CASE OF THE MONTH Lung Disease in Rheumatoid Arthritis 61 year old male Maōri Height: 174 cm Weight: 104.6kg BMI: 34.55 Problems 1. Rheumatoid related interstitial lung disease with UIP pattern 2. Secondary traction bronchiectasis 3. Previous pneumonitis 4. Seropositive arthropathy and gout 5. Hypertension Presentation Gentleman is a known patient to the respiratory clinic with Rheumatoid related interstitial lung disease with UIP pattern reporting that he is continuing to struggle with increasing breathlessness and reduced exercise tolerance.
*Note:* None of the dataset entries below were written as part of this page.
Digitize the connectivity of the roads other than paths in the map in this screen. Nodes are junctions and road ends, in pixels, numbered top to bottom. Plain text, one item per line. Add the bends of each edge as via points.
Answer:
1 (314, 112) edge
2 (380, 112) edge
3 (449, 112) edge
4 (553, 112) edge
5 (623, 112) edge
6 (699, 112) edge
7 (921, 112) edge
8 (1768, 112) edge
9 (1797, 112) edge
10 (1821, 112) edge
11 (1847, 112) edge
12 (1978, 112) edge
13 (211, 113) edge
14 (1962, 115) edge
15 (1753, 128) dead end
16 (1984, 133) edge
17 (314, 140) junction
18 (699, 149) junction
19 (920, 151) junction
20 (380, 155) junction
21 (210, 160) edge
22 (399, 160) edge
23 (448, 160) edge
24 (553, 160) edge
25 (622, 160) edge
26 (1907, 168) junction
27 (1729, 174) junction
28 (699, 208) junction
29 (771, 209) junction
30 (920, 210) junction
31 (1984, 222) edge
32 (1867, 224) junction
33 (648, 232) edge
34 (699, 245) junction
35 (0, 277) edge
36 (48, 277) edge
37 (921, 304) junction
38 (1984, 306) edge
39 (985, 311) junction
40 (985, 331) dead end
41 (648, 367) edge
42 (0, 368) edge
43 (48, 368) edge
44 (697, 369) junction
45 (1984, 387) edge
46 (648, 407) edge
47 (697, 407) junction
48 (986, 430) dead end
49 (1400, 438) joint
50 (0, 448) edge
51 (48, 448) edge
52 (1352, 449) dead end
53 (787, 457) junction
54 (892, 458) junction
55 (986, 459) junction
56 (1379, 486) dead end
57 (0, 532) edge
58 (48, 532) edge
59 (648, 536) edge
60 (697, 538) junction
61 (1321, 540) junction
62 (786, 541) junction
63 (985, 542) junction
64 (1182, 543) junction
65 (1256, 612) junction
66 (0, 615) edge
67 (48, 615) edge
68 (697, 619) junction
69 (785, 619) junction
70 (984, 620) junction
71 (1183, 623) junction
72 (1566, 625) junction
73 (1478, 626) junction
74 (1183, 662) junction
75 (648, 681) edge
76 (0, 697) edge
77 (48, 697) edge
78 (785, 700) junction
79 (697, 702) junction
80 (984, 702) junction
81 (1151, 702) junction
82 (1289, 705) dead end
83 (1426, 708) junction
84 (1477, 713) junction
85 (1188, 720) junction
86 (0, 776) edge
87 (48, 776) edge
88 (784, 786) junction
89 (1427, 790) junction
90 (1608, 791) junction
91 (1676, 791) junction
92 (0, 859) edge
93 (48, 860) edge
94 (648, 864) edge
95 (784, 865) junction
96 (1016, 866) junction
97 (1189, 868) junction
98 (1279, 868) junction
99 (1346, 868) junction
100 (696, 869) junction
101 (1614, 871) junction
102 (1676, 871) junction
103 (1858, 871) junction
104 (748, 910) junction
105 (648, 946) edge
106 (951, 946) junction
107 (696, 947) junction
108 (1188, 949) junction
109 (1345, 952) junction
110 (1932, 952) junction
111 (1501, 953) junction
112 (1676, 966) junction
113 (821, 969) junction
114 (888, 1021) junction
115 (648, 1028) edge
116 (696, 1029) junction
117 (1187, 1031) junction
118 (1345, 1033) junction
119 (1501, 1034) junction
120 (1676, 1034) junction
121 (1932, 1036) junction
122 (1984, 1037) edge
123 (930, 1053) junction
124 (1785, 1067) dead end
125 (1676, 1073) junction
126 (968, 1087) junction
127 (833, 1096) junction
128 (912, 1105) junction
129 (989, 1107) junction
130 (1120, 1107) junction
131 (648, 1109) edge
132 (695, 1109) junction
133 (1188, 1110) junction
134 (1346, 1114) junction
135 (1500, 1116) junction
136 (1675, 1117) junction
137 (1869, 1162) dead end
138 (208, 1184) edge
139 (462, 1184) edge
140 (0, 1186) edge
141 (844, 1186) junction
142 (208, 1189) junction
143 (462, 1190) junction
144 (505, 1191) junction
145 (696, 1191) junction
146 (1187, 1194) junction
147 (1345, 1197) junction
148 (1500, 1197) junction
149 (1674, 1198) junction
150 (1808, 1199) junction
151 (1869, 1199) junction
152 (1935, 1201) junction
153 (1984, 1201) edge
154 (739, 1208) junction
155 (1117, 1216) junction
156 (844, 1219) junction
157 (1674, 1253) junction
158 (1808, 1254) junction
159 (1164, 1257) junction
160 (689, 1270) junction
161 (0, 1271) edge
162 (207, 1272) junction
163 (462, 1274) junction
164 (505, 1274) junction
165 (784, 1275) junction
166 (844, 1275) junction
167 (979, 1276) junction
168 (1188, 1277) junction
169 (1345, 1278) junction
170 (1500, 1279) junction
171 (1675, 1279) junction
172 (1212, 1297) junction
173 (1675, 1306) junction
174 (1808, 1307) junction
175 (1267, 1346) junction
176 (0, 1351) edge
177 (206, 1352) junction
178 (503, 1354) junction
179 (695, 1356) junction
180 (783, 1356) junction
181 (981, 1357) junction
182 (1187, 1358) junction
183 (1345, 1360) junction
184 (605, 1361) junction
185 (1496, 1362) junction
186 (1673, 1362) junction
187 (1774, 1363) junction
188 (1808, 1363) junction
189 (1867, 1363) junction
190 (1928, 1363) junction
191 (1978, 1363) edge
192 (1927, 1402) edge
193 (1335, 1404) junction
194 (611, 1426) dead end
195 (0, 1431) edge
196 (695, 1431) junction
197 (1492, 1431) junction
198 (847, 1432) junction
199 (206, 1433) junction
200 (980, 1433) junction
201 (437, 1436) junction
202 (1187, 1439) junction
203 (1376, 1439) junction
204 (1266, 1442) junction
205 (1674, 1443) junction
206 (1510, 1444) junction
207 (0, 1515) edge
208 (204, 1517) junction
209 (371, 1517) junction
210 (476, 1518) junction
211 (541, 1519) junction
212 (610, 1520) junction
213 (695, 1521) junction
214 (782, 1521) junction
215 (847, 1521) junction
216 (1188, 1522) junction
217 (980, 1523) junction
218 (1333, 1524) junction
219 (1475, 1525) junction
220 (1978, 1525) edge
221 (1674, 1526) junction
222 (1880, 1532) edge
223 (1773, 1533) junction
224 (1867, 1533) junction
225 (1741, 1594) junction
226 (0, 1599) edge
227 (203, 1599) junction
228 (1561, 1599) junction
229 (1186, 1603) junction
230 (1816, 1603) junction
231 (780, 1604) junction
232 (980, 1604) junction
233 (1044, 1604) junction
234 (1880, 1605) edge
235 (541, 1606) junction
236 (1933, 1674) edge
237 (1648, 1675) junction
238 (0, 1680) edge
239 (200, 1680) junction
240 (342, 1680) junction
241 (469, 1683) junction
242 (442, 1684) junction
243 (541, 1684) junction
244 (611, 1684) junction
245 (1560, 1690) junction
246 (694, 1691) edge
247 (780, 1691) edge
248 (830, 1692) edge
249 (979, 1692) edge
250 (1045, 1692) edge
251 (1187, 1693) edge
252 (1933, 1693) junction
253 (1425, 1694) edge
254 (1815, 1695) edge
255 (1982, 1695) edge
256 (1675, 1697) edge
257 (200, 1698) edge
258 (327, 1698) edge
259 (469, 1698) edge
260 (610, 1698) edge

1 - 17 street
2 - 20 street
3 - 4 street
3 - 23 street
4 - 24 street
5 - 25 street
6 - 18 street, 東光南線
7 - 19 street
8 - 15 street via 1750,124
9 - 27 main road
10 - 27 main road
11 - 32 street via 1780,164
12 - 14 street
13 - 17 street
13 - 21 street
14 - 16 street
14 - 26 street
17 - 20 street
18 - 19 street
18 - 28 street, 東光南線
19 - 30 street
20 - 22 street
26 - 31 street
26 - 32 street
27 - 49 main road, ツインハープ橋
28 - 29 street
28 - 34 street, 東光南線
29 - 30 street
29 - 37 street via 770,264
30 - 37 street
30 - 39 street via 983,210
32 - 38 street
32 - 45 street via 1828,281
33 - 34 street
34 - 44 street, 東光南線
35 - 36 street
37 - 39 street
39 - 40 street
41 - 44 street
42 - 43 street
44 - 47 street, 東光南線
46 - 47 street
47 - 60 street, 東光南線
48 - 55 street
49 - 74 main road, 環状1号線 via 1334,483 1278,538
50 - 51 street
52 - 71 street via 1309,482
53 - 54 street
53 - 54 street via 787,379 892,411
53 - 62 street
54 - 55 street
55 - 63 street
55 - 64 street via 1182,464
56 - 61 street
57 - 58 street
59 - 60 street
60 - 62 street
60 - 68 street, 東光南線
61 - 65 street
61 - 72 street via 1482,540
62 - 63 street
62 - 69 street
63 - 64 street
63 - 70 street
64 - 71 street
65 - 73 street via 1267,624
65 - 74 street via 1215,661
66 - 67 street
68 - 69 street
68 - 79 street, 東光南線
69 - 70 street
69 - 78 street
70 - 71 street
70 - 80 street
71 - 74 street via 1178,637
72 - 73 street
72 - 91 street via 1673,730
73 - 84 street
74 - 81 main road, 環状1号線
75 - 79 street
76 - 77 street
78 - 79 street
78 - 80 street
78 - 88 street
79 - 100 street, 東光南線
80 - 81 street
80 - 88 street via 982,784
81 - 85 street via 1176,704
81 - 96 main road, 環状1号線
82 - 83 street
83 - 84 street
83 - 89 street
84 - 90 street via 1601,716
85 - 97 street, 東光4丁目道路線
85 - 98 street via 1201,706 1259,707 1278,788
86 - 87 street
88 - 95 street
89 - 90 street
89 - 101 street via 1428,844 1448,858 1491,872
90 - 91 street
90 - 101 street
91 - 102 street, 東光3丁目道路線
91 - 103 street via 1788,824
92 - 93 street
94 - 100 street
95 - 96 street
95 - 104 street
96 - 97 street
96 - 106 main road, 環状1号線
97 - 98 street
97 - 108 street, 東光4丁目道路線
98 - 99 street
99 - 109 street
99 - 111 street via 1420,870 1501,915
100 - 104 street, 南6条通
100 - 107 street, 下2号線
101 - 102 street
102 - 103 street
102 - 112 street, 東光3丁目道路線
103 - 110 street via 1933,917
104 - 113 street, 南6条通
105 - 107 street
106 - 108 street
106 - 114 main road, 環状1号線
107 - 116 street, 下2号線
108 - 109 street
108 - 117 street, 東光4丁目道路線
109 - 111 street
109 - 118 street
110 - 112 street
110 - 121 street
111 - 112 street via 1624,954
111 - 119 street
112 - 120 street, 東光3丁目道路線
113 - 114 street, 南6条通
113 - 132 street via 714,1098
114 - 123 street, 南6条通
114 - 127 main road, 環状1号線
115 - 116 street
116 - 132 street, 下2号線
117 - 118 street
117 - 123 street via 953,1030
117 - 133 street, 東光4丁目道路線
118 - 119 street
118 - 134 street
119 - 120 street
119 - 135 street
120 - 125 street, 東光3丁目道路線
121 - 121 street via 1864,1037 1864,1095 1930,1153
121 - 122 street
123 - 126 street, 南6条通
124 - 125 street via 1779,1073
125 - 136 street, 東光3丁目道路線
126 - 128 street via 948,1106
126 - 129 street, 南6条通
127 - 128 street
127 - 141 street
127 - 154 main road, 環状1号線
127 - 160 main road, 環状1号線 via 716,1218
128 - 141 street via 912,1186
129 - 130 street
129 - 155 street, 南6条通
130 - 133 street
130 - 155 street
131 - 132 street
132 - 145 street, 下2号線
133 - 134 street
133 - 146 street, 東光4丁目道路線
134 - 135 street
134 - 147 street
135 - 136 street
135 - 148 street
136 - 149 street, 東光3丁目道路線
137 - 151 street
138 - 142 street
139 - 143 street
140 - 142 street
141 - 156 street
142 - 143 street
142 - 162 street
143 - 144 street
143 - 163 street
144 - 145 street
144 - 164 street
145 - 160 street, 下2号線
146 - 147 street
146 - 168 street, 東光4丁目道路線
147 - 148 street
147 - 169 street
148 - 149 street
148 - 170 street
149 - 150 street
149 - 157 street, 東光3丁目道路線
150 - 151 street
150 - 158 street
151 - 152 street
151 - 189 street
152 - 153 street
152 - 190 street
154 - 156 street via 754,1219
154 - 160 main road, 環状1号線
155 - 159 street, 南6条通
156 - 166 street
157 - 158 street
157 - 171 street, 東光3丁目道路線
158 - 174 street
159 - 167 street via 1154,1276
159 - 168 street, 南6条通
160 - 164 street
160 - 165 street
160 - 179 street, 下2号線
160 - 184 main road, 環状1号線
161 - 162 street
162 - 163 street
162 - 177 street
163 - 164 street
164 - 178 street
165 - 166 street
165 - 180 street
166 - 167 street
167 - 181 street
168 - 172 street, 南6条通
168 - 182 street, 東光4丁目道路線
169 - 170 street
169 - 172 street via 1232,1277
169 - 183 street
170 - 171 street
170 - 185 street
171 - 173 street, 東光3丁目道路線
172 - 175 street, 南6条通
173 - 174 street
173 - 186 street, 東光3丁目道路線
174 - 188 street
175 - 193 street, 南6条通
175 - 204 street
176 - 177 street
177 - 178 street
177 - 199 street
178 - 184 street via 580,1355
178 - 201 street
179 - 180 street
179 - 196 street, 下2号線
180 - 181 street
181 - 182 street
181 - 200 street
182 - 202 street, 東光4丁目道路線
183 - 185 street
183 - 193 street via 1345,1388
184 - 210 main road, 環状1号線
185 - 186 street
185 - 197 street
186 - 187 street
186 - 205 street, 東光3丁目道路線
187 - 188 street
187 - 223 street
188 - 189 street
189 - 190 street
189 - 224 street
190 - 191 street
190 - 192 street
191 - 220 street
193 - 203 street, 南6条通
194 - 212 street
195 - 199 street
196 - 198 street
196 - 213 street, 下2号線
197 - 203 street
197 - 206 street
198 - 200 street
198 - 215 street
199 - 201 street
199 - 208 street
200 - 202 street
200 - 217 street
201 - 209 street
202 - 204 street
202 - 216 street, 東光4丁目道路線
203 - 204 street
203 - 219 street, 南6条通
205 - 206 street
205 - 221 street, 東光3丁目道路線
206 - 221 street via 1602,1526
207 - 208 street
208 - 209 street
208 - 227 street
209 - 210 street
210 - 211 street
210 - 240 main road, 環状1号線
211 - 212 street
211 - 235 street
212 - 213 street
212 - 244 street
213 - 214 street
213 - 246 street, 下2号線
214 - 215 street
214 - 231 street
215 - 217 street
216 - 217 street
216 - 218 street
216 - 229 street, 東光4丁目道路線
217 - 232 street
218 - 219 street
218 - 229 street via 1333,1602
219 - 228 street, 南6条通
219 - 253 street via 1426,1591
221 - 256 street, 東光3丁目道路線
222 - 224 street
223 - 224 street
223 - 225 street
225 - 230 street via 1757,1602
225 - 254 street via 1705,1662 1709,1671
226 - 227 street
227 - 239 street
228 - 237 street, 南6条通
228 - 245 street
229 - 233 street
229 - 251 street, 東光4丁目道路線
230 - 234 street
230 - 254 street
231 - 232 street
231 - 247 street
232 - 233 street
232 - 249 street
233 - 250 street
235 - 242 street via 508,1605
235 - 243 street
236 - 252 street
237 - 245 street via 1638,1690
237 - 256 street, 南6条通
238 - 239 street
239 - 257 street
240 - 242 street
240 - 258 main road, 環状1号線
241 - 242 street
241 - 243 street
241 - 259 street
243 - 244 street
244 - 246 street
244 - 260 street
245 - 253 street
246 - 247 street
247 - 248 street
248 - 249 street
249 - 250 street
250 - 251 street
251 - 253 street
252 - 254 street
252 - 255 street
He has now found that he can not do as much around the home or his farm or as much when working, such as walking to and from meetings. He continues on prednisone and azathioprine, and control of his arthropathy is currently good. On examination oxygen saturations were 98% breathing air at rest. He had bibasal crackles which again seem to have improved. His lung function is stable. Given his increase in symptoms and reduced exercise tolerance despite stability in the signs of static lung function, a cardiopulmonary exercise test was arranged. Pulmonary Function Tests November 2013 Measured Normal Range (NHANES III Caucasian) FVC (L) 2.89 3.6-5.4 FEV1 (L) 2.24 2.6-4.1 FEV1/FVC (%) 77 65.8-85.1 Normal Range (ERS 1993) TLC (L) 4.42 5.7-8.0 FRCpleth (L) 1.80 2.5-4.5 RV (L) 1.39 1.7-3.1 RV/TLC (%) 31 28.8-46.7 DLco (mmol/kpa.min) 6.00 7.0-11.6 DLco/VA (DLco/L) 1.50 Ref: 1.36 VA (L) 4.04 5.7 8.0 IC (L) 2.68 All tests were acceptable and reproducible within ATS/ERS guidelines The PFT results show a restrictive defect; TLC, FEV1 and FVC < LLN with no spirometric evidence of airflow obstruction. Diffusion shows a reduced DLCO in the presence of reduced VA and normal DL/VA.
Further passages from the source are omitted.